**Data records**
- - -
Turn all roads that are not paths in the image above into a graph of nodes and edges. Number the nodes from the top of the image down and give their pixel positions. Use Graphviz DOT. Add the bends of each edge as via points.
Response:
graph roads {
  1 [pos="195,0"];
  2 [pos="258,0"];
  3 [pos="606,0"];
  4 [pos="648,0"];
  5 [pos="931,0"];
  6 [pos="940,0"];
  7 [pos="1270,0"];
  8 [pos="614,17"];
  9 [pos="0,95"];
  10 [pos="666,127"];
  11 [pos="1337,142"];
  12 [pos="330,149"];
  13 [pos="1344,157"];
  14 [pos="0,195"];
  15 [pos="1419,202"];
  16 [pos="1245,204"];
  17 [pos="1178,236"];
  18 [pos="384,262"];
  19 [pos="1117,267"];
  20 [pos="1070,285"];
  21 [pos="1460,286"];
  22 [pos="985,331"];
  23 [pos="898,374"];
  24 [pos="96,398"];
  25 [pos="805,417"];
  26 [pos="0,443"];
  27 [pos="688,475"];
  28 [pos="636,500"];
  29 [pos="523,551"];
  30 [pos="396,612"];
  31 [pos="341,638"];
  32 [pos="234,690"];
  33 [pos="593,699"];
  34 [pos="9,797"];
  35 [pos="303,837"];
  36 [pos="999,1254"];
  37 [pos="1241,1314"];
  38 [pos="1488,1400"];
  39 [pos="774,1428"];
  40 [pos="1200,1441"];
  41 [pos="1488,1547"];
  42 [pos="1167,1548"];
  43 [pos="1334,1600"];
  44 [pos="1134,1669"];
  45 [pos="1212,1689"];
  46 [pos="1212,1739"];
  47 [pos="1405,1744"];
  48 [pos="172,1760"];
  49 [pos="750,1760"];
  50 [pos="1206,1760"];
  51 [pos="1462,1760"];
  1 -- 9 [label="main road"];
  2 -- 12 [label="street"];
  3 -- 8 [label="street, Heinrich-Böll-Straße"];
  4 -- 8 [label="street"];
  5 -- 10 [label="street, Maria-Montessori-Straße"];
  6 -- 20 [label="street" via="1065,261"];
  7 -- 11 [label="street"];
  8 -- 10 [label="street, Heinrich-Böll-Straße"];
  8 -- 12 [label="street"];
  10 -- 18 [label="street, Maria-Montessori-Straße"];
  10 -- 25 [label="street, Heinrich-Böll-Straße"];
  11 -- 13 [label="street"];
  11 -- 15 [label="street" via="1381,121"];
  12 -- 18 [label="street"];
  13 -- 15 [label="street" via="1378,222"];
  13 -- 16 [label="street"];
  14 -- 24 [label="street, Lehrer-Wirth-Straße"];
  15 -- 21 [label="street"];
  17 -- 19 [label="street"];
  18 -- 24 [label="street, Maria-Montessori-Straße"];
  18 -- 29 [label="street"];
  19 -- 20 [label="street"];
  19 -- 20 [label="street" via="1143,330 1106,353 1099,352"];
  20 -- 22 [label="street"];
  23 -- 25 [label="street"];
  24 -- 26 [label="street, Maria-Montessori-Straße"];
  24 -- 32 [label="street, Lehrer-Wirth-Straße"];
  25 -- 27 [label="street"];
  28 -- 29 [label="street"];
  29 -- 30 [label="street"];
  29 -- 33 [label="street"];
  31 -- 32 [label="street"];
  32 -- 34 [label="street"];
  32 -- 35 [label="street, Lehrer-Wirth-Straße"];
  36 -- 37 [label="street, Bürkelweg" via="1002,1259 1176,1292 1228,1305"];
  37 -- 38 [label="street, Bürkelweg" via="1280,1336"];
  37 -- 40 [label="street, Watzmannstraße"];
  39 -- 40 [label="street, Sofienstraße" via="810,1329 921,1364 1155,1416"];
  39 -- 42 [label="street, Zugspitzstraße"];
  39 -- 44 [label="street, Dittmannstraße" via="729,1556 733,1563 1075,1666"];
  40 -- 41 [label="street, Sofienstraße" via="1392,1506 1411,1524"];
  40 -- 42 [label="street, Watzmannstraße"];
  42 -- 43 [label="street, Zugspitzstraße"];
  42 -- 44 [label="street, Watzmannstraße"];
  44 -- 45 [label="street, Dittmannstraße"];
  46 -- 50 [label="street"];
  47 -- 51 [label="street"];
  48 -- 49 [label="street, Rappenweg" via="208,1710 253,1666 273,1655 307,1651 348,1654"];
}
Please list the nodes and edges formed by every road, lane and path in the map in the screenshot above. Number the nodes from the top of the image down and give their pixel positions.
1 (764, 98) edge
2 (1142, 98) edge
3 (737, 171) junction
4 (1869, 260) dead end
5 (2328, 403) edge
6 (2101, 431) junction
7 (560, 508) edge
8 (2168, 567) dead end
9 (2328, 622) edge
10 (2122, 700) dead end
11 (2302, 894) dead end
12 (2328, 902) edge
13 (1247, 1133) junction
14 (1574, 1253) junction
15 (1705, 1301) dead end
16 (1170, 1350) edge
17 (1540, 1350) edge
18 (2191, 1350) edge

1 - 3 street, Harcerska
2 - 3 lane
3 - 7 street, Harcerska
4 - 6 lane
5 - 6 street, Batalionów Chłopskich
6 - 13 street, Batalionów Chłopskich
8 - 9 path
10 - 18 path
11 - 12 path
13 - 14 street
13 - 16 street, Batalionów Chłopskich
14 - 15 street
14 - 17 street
- - -
**Prompt**
Write the number of lines in the data above that contain the word "Sofienstraße", and add nothing to it.

**Response box**
2